While reading through the material below, copy each line that holds the word "hand".

::: RECORDS PROVIDED

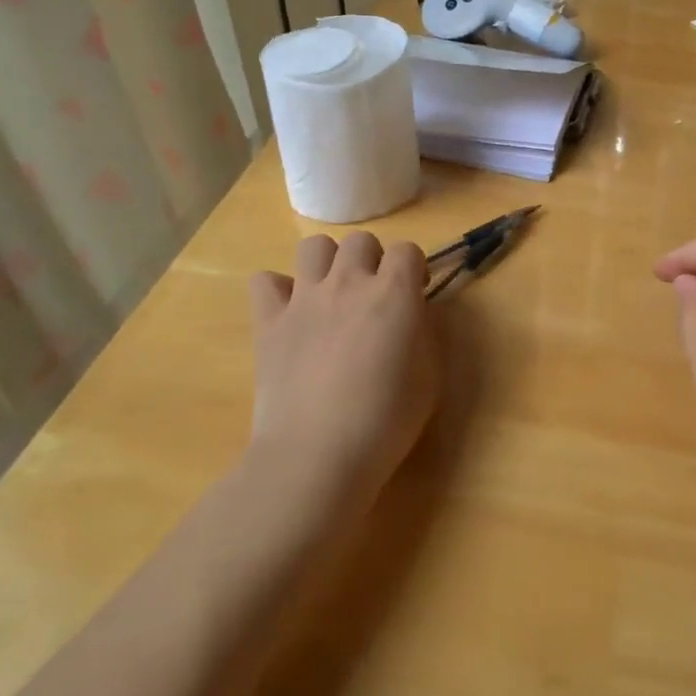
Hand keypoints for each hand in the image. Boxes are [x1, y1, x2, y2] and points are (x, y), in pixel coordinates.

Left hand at [247, 232, 439, 507]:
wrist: (318, 454)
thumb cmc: (386, 420)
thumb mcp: (430, 376)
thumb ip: (422, 333)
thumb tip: (411, 315)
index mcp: (394, 293)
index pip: (408, 251)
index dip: (413, 270)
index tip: (414, 296)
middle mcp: (348, 283)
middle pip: (361, 241)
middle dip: (372, 261)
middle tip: (373, 297)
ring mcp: (304, 299)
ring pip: (313, 247)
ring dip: (327, 264)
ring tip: (332, 295)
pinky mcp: (268, 321)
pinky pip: (265, 281)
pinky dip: (278, 291)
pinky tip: (290, 315)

::::::

SOLUTION TO THE EXERCISE »
Hand keypoints for each hand in the image. Boxes are [x1, y1, x2, y2] and points are (x, y), in pixel coordinates.
Left hand at [247, 232, 439, 507]:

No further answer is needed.